Anyway, I digress (oh so easily). Point is, I’ve been reading stuff about how women can have it all if they do this or or if they do that (not relevant to the point I am making). It irritates me, this whole have-it-all discussion.

Who can have it all? Do men? Sure, in many homes they work and the wife looks after the family, but does that mean they have it all? I think not. Ask my husband. He’ll tell you about the grueling hours he puts in at work and only comes home to see the kids asleep – asleep when he arrives and out to school before he can say Johnny Cash, after a tornadoesque morning (three kids, two of whom are yet to be four, to get ready, feed and then drop to the bus stop by 7:20 – yeah, it’s a fun morning). He gets little time with them and does not have the moments I do with them (moments, I admit, I would now, after years of being home, trade quite happily for a teller’s job that requires standing on one leg – you can see I’ve had an eventful, tantrumy morning) But the point is, he has not had it all either. He’s missing their childhood in the aim to secure their future. He’s working his ass off, going through mid-life angst, well aware of the long road that stretches ahead of him. Not defending the men folk here before anyone accuses me of that (ironical that would be, really) but just making a point about this whole fuss about having it all.

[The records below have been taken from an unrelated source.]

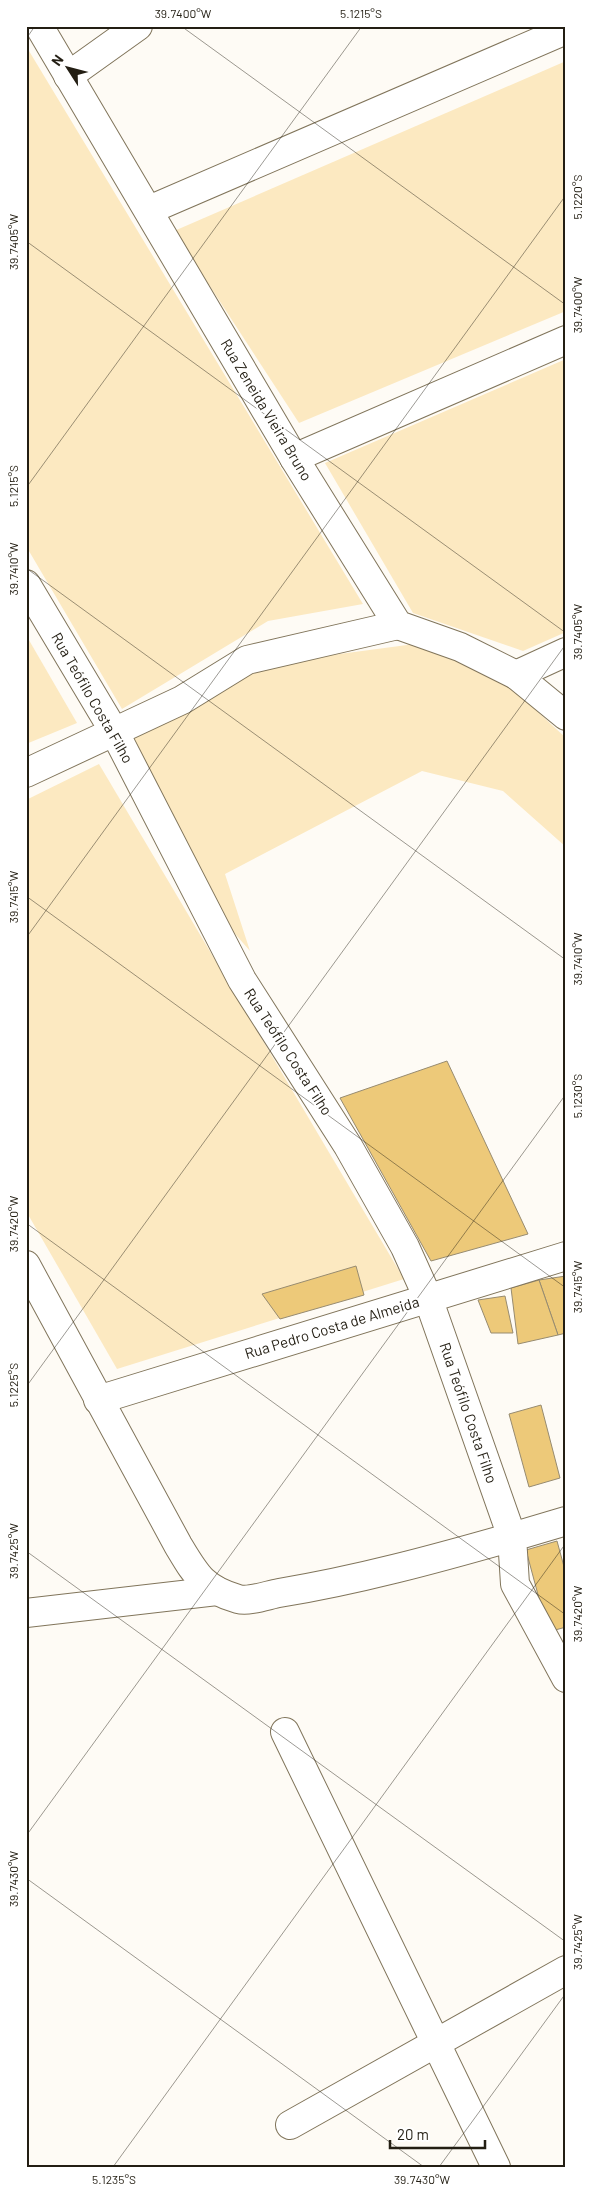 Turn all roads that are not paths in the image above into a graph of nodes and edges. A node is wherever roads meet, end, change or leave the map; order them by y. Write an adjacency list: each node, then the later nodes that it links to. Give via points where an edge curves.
1 (39, 26): 4 (street, Rua Zeneida Vieira Bruno)
2 (138, 26): 4 (street)
3 (566, 30): 5 (street)
4 (68, 76): 5 (street, Rua Zeneida Vieira Bruno)
5 (149, 210): 7 (street, Rua Zeneida Vieira Bruno)
6 (566, 340): 7 (street)
7 (294, 458): 9 (street, Rua Zeneida Vieira Bruno)
8 (26, 584): 13 (street, Rua Teófilo Costa Filho)
9 (398, 625): 11 (street, via 460,647); 13 (street, via 247,660 182,700)
10 (566, 652): 11 (street)
11 (516, 674): 12 (street)
12 (566, 716)
13 (115, 733): 14 (street); 17 (street, Rua Teófilo Costa Filho, via 242,980 348,1146 405,1246)
14 (26, 774)
15 (566, 1256): 17 (street, Rua Pedro Costa de Almeida)
16 (26, 1265): 18 (street)
17 (428, 1298): 18 (street, Rua Pedro Costa de Almeida); 20 (street, Rua Teófilo Costa Filho)
18 (98, 1400): 21 (street, via 198,1578)
19 (566, 1520): 20 (street)
20 (512, 1537): 21 (street, via 414,1565 323,1586 241,1600); 23 (street, Rua Teófilo Costa Filho, via 515,1584)
21 (217, 1591): 22 (street)
22 (26, 1614)
23 (566, 1678)
24 (286, 1732): 26 (street)
25 (566, 1970): 26 (street)
26 (436, 2043): 27 (street); 28 (street)
27 (290, 2125)
28 (496, 2167)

What, by the way, is having it all? I don’t get it. Ask anyone if they have it all and you’ll get a answer in the negative. Any road to success (pecuniary success I mean) is paved with sacrifices and regrets, be it for a man or woman. Also, who says that having it all is the key to happiness? So much is in the mind. You could have it all (whatever that is) and still not be happy, or you could have some regrets in life and yet be content with the way things are. I made the choice to be at home and am living with it, angst et all. I got to do what I wanted with the kids – to bathe and dress them, to be there for the school drop and pick-up, to read to them in the afternoons, to take them to their tennis lessons – so I did. Now, I still want those things, but, my need to get out and work is higher, maybe because I’ve had enough of the domesticity and also because they’re settled in school.

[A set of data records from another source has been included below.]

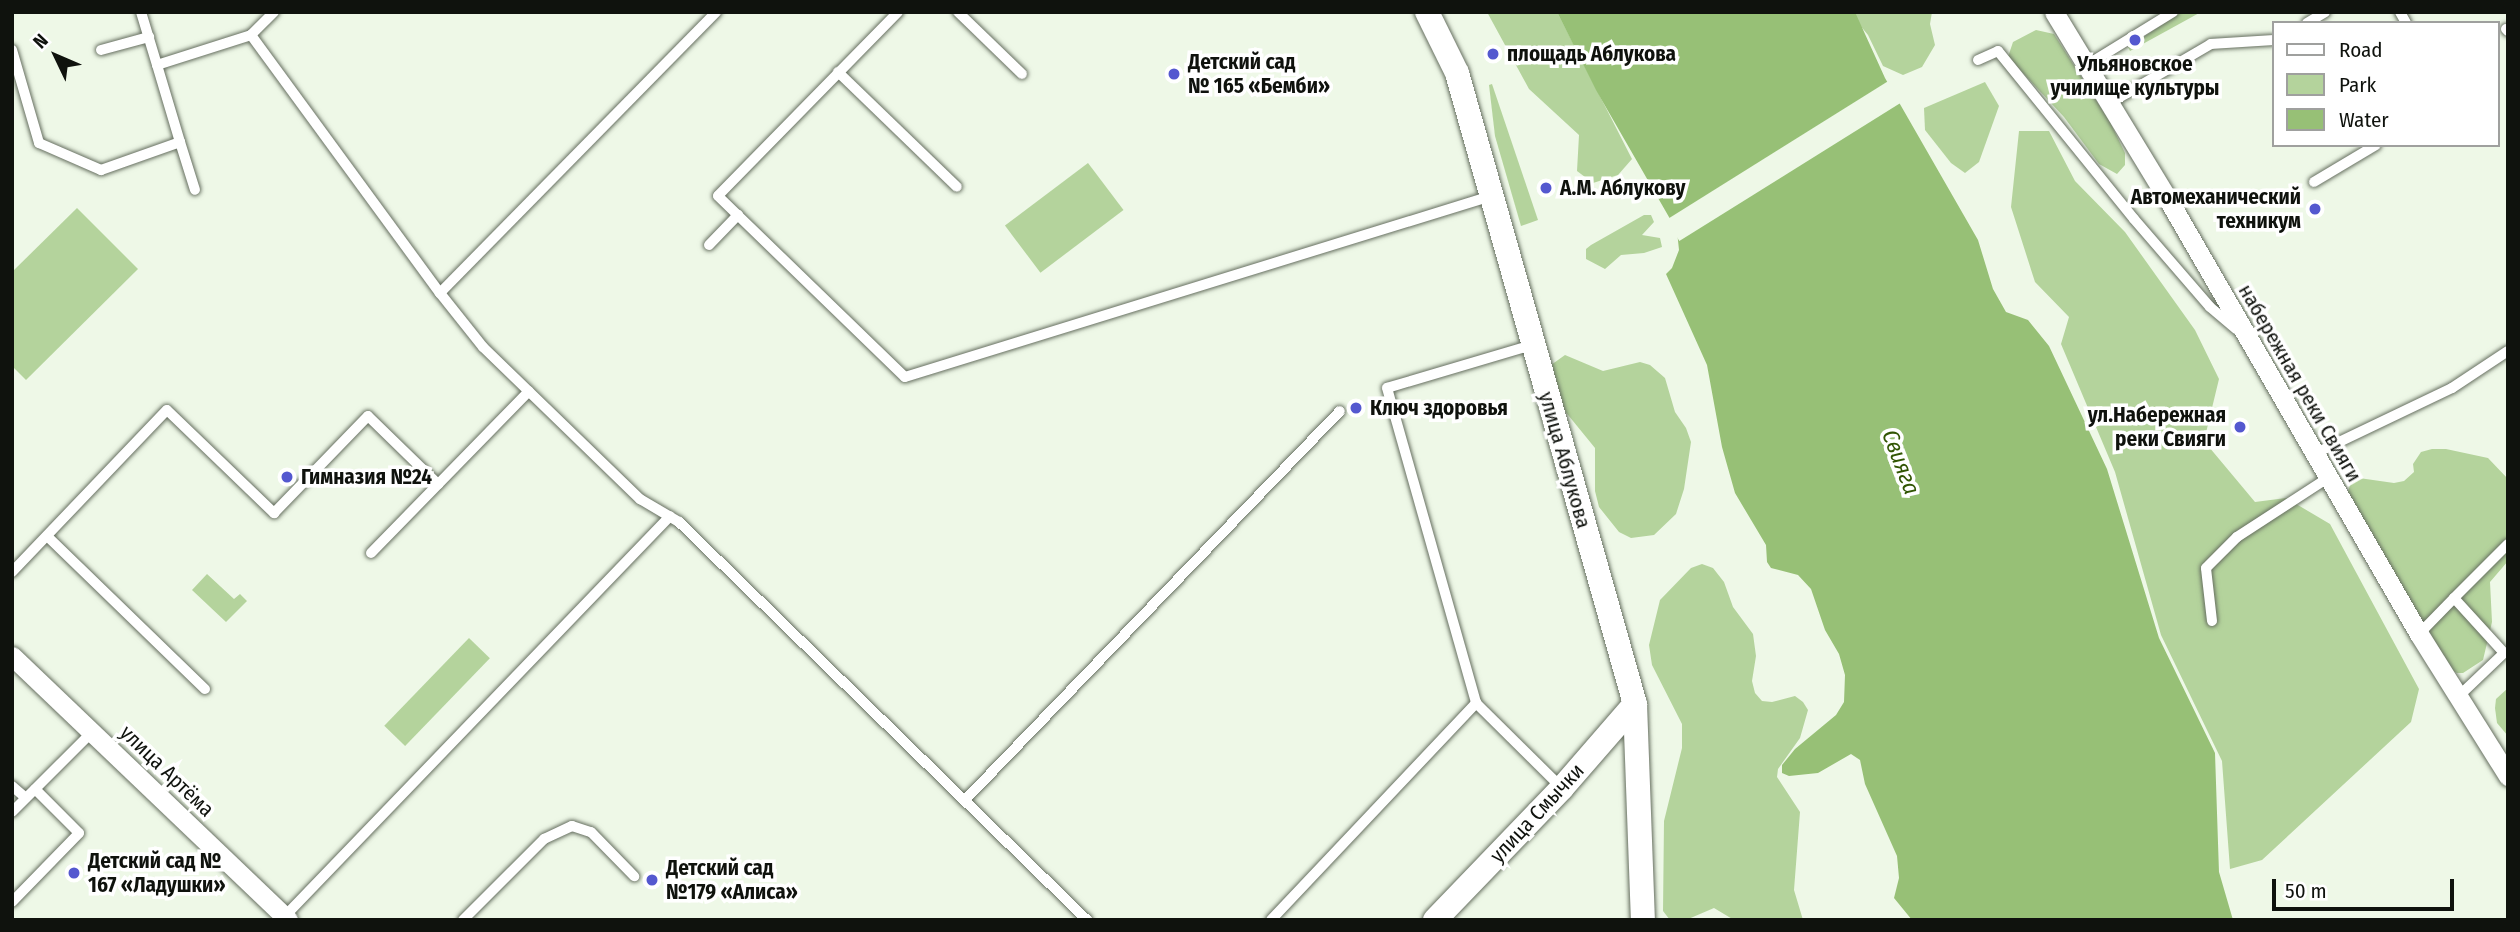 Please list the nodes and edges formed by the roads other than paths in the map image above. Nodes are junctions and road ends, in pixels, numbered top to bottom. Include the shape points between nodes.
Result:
1 (141, 12) edge
2 (274, 12) edge
3 (716, 12) edge
4 (898, 12) edge
5 (958, 12) edge
6 (1427, 12) edge
7 (2054, 12) edge
8 (2173, 12) edge
9 (251, 36) junction
10 (149, 37) junction
11 (2272, 40) edge
12 (12, 50) edge
13 (102, 50) dead end
14 (1978, 60) dead end
15 (157, 65) junction
16 (2087, 65) junction
17 (838, 72) junction
18 (1022, 74) dead end
19 (2110, 103) junction
20 (180, 142) junction
21 (2373, 147) edge
22 (2314, 182) dead end
23 (957, 187) dead end
24 (195, 190) dead end
25 (1492, 195) junction
26 (738, 215) junction
27 (709, 245) dead end
28 (440, 293) junction
29 (2249, 340) junction
30 (1532, 345) junction
31 (2508, 351) edge
32 (528, 390) junction
33 (1340, 411) dead end
34 (2314, 454) junction
35 (2328, 478) junction
36 (438, 484) junction
37 (670, 516) junction
38 (47, 536) junction
39 (2508, 544) edge
40 (371, 553) dead end
41 (12, 572) edge
42 (2454, 597) junction
43 (2212, 621) dead end
44 (2419, 634) junction
45 (12, 656) edge
46 (205, 689) dead end
47 (2458, 697) junction
48 (1476, 704) junction
49 (1635, 704) junction
50 (93, 731) junction
51 (2508, 776) edge
52 (12, 786) edge
53 (1562, 788) junction
54 (35, 789) junction
55 (26, 799) junction
56 (965, 800) junction
57 (12, 812) edge
58 (634, 876) dead end
59 (12, 902) edge
60 (286, 918) edge
61 (463, 920) edge
62 (1087, 920) edge
63 (1270, 920) edge
64 (1436, 920) edge
65 (1643, 920) edge

1 - 10 lane
2 - 9 lane
3 - 28 lane
4 - 17 lane
5 - 18 lane
6 - 25 street, улица Аблукова via 1457,73
7 - 16 street, набережная реки Свияги
8 - 16 lane
9 - 15 lane
9 - 28 lane
10 - 13 lane
10 - 15 lane
11 - 19 lane via 2211,44
12 - 20 lane via 39,143 101,170
14 - 29 lane via 1998,51 2210,307
15 - 20 lane
16 - 19 street, набережная реки Свияги
17 - 23 lane
17 - 26 lane via 718,196
19 - 29 street, набережная реки Свияги
20 - 24 lane
21 - 22 lane
25 - 26 lane via 905,377
25 - 30 street, улица Аблукова
26 - 27 lane
28 - 32 lane
29 - 34 street, набережная реки Свияги
30 - 48 lane via 1387,388
30 - 49 street, улица Аблукова
31 - 34 lane via 2452,388
32 - 36 lane
32 - 37 lane via 640,499
33 - 56 lane
34 - 35 street, набережная реки Свияги
35 - 43 lane via 2237,537 2206,568
35 - 44 street, набережная реки Свияги
36 - 38 lane via 368,416 274,513 167,410
36 - 40 lane
37 - 56 lane
37 - 60 lane
38 - 41 lane
38 - 46 lane
39 - 42 lane
42 - 44 lane
42 - 47 lane via 2504,653
44 - 47 street, набережная реки Свияги
45 - 50 street, улица Артёма
47 - 51 street, набережная реки Свияги
48 - 53 lane
48 - 63 lane
49 - 53 street, улица Смычки
49 - 65 street, улица Аблукова
50 - 54 lane
50 - 60 street, улица Артёма
52 - 55 lane
53 - 64 street, улица Смычки
54 - 55 lane
54 - 59 lane via 79,833
55 - 57 lane
56 - 62 lane
58 - 61 lane via 591,832 572,826 544,839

I am also aware that for many women, it’s not a choice – they have to work and leave the leg-tugging baby behind. In my mind I was indispensable at home (with three girls I still think I am) and since the house did not depend on my income (though that would’ve led to less stress on the husband and thus on everyone else) I decided to stay at home with the kids. Sure they got looked after and the husband could work tirelessly without home issues clouding his analytical brain. But I too got to do what I wanted, at least initially. For many women, it’s hard because the house needs dual incomes.

What I want to say is merely this, as we were taught very early on in school – you can’t have your cake and eat it too. This little adage, for me, says a lot about the whole discussion around having it all. No one can have it all. No one.  It may appear so, but it’s not true. So why the fuss?

Don’t get me wrong. It’s not like I don’t understand the issue at hand here. No one knows that better than me – since I’ve tried to strike that work-life balance and have, in vain, tried to get jobs that are satisfying enough and yet don’t threaten to consume you, leaving you to attend to your other full-time job of mommyhood in peace. It cannot happen. You either do some mindless work where you shut shop at five-o-clock  sharp and go home, or you find something meaningful, in which case leaving at will, or at a family-conducive hour,  is probably not that easy. Or you stay at home, and write (like I’ve been trying to do – yes, yes, a book is in the head). So I do get the point about how hard it is for women who want/have to work and have kids to go home to.

I guess what irritates me is a lot of hyperbole around having it all. I have a problem with the whole concept of having your cake and wanting to eat it too. Maybe it was how I was brought up, to believe that to get something you have to give up another. True, in an ideal world a woman (or a man) should be able to work and be there for the kids all at once. But, is that possible? Ask anyone who’s made it to the top. Or rather, ask the kids. If you are going to slave to get to the top of any organization, something will have to give. And that something will be your home.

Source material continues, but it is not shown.